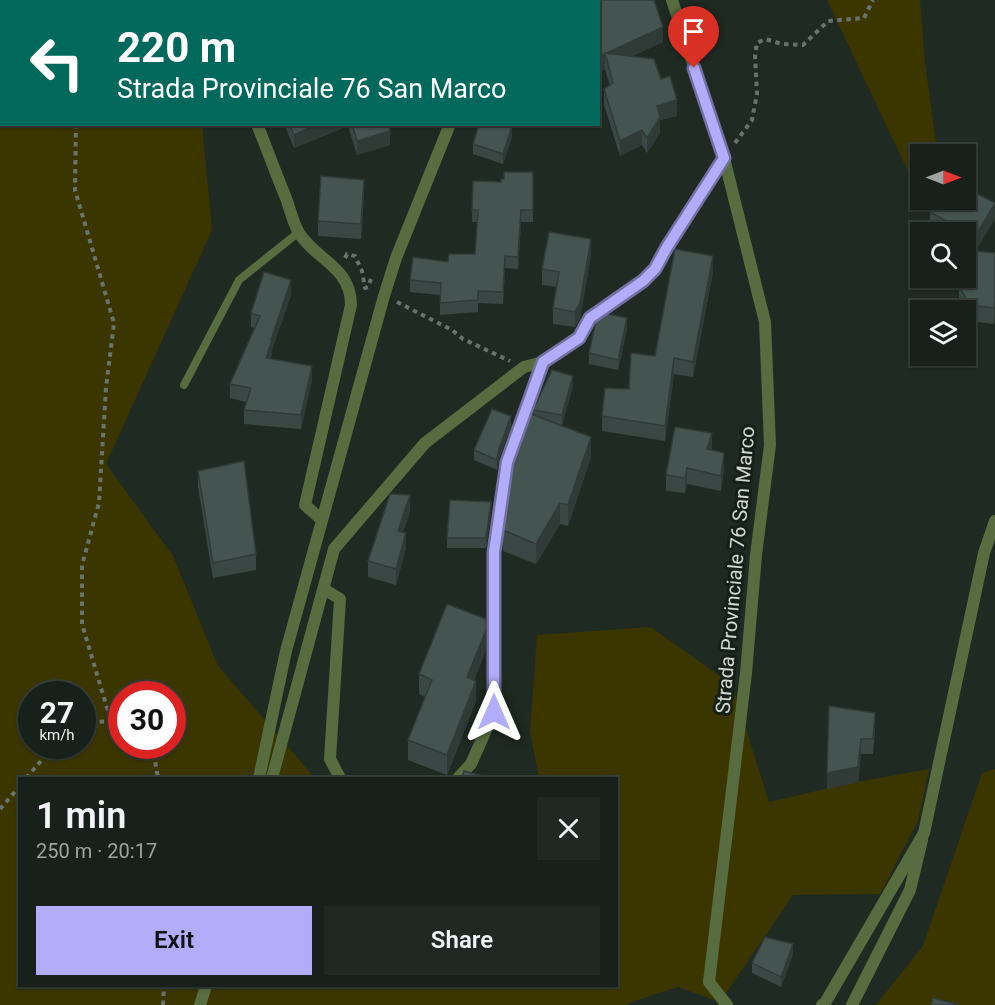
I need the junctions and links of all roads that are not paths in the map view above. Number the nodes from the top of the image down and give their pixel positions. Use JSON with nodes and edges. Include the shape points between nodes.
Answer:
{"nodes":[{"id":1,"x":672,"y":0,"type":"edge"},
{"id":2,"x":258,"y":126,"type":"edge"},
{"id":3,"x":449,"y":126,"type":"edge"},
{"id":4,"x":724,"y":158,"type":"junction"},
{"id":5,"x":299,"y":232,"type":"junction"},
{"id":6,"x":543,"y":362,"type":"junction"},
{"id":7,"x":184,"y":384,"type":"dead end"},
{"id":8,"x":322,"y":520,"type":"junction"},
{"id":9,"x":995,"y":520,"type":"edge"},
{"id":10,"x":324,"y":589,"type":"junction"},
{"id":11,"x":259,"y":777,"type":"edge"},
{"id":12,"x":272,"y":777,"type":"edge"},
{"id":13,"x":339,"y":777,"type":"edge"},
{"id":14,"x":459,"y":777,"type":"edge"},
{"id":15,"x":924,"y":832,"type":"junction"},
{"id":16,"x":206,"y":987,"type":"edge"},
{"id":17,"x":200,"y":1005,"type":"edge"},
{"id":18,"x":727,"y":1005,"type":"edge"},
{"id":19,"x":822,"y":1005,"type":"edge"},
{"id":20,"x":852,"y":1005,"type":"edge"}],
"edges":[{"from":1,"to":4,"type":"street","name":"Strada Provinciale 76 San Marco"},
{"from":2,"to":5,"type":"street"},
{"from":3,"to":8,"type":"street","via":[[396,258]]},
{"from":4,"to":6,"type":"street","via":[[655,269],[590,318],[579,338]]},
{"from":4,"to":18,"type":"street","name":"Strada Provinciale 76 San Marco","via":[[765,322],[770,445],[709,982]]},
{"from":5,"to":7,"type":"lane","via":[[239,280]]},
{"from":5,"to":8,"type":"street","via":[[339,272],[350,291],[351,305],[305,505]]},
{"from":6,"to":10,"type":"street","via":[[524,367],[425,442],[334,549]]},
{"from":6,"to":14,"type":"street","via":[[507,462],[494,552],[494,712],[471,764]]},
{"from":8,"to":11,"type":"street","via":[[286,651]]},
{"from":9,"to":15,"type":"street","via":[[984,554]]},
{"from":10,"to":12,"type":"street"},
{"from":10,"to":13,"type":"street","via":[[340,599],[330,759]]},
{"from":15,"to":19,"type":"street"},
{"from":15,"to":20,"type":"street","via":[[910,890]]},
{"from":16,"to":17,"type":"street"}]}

---

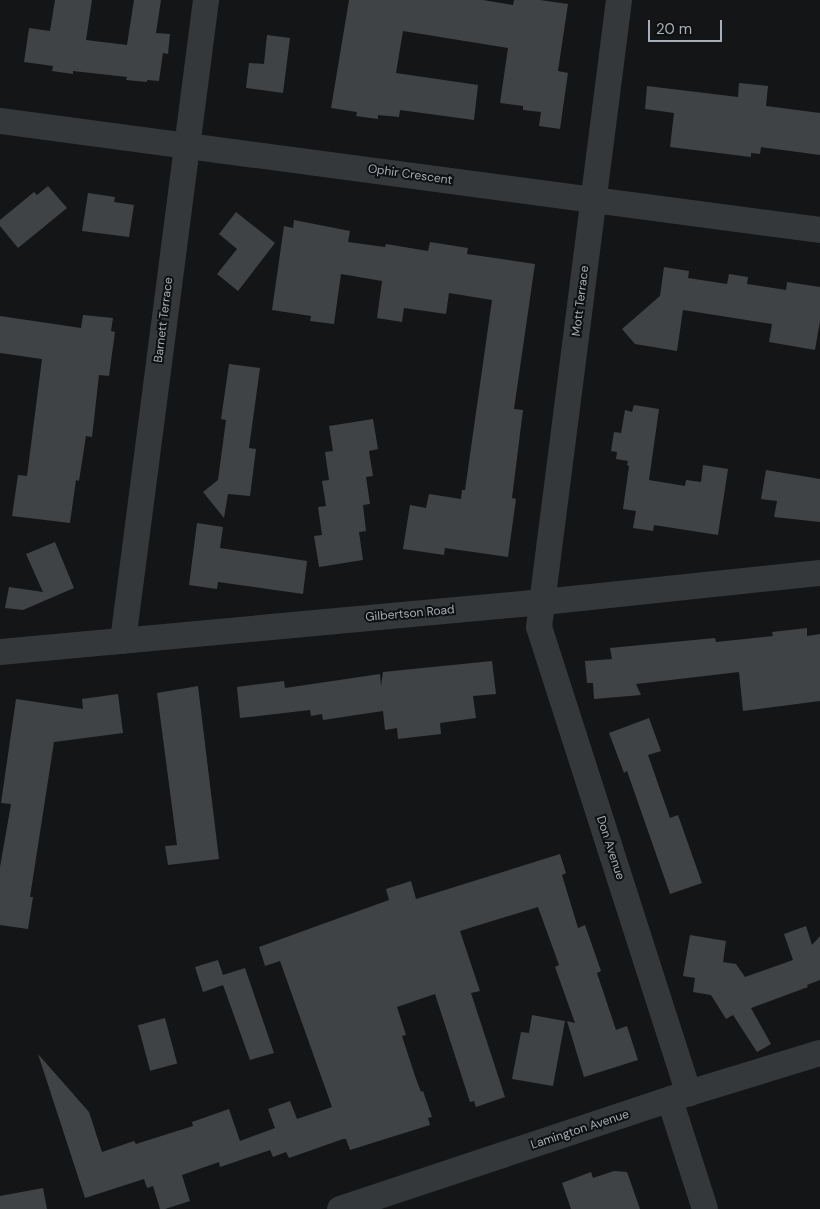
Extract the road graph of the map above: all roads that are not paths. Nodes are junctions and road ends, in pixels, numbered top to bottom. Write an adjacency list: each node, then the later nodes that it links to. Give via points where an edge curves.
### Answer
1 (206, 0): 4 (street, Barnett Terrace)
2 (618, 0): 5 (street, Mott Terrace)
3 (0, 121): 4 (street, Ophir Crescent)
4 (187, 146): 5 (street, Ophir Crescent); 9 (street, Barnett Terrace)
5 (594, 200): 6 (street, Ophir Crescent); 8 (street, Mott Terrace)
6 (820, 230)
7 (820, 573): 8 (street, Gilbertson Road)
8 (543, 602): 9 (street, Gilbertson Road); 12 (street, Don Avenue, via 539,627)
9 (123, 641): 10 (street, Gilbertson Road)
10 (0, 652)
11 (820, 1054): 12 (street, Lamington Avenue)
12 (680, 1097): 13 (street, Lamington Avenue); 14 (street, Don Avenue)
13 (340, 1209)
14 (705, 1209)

==

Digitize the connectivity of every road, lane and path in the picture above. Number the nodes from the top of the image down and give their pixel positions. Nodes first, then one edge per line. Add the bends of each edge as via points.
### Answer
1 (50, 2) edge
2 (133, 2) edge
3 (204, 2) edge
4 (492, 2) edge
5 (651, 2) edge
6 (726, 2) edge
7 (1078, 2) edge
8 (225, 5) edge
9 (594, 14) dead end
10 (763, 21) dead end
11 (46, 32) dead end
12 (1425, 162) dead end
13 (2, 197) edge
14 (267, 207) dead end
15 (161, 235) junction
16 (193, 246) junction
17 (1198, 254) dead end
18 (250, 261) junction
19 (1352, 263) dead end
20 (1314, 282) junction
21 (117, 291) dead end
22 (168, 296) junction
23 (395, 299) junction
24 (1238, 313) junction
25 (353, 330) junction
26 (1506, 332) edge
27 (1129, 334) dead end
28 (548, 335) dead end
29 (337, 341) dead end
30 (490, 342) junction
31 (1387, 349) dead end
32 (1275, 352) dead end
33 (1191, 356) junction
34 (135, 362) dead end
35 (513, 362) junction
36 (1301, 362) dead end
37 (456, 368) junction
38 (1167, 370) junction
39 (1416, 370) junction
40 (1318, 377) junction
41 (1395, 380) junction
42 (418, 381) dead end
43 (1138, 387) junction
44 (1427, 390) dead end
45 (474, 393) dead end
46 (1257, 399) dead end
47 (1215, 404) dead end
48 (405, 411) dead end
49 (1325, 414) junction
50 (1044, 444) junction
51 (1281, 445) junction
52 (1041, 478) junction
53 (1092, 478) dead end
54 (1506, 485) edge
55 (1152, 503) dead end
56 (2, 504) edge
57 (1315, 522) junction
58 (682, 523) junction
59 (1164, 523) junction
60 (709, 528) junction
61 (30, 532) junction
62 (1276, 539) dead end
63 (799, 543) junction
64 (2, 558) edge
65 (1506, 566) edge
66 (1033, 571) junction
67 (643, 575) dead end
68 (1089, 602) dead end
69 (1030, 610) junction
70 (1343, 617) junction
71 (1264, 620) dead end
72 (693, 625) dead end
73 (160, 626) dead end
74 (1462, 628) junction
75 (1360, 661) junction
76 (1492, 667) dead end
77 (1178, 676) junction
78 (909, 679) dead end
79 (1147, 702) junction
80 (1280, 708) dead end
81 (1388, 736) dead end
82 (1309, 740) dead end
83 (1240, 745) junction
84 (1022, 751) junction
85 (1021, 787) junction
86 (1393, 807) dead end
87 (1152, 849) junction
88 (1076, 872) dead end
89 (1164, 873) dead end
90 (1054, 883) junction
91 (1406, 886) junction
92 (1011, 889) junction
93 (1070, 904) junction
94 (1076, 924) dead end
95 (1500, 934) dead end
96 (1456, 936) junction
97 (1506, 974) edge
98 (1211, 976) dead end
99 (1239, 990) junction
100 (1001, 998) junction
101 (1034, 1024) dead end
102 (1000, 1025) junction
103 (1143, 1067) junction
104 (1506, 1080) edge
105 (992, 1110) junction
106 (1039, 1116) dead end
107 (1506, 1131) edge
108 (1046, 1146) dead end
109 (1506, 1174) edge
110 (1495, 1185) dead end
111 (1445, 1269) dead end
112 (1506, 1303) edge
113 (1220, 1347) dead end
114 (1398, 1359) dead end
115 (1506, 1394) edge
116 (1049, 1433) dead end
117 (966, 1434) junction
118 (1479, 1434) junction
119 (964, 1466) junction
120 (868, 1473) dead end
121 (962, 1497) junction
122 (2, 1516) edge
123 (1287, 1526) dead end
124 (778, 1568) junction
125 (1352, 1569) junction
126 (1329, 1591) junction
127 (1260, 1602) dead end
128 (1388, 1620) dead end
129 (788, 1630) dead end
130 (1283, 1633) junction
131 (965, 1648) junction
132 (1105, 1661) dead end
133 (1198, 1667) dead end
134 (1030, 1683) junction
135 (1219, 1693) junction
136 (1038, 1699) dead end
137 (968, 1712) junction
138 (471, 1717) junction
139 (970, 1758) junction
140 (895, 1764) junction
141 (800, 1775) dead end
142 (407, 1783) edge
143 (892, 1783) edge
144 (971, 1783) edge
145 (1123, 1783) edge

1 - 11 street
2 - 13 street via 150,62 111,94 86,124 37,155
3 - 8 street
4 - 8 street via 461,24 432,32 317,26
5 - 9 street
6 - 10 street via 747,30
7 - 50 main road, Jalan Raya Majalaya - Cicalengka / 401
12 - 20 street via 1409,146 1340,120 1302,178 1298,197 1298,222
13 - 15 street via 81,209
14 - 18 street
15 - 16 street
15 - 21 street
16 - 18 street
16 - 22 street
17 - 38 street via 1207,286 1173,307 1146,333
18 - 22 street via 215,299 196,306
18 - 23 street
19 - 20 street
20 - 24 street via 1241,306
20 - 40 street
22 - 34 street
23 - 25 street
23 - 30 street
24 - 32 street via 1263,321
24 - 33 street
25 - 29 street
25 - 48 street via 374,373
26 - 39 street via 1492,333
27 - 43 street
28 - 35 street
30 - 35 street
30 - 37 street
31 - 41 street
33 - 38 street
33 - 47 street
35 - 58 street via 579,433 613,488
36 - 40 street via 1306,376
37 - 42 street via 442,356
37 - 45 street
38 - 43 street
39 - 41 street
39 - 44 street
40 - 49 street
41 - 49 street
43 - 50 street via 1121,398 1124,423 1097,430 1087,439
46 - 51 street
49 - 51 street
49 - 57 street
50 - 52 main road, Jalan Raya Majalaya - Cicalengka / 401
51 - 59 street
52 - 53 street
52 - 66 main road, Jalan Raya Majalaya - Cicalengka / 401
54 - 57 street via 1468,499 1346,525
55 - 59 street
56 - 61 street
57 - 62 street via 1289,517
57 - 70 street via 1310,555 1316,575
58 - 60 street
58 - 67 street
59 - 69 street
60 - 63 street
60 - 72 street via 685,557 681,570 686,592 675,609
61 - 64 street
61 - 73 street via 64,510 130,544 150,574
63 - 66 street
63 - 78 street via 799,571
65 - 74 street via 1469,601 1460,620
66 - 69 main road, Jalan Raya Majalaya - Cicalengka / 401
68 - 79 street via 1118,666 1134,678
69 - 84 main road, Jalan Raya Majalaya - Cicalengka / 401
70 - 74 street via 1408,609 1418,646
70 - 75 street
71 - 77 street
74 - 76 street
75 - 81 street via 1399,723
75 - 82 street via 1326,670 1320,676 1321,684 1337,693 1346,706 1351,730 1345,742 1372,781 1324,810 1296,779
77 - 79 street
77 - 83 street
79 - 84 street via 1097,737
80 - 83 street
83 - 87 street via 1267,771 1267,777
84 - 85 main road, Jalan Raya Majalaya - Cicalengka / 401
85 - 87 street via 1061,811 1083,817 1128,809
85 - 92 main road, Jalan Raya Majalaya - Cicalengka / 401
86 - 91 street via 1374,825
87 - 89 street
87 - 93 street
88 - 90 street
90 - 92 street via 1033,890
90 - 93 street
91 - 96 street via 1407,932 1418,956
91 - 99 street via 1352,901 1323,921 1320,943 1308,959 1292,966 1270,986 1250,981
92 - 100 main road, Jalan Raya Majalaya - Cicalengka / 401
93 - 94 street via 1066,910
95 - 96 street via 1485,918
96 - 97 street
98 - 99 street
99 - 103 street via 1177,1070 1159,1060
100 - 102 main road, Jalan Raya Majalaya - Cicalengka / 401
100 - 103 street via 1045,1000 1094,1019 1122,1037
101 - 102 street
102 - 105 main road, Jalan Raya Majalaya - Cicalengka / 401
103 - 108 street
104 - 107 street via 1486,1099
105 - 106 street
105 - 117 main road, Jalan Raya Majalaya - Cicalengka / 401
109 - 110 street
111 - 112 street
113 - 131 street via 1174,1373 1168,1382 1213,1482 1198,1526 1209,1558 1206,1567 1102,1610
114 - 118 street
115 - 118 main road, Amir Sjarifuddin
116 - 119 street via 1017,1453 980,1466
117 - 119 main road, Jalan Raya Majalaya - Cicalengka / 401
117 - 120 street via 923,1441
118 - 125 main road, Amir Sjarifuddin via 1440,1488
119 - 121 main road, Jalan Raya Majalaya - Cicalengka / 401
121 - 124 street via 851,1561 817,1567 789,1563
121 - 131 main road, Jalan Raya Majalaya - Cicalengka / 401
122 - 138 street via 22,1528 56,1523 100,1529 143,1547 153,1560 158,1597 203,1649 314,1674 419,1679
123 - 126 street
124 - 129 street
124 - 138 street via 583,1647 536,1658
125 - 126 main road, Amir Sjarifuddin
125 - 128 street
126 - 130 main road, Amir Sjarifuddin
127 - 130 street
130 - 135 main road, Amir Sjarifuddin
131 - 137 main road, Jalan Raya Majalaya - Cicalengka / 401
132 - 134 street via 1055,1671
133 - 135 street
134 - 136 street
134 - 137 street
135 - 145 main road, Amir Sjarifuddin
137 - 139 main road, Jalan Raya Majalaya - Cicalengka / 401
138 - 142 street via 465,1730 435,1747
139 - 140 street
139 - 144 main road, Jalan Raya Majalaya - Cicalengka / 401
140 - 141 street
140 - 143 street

• [Work required] Lines holding "then": count them across the data and reply with the number alone.

• [Result for this task] 2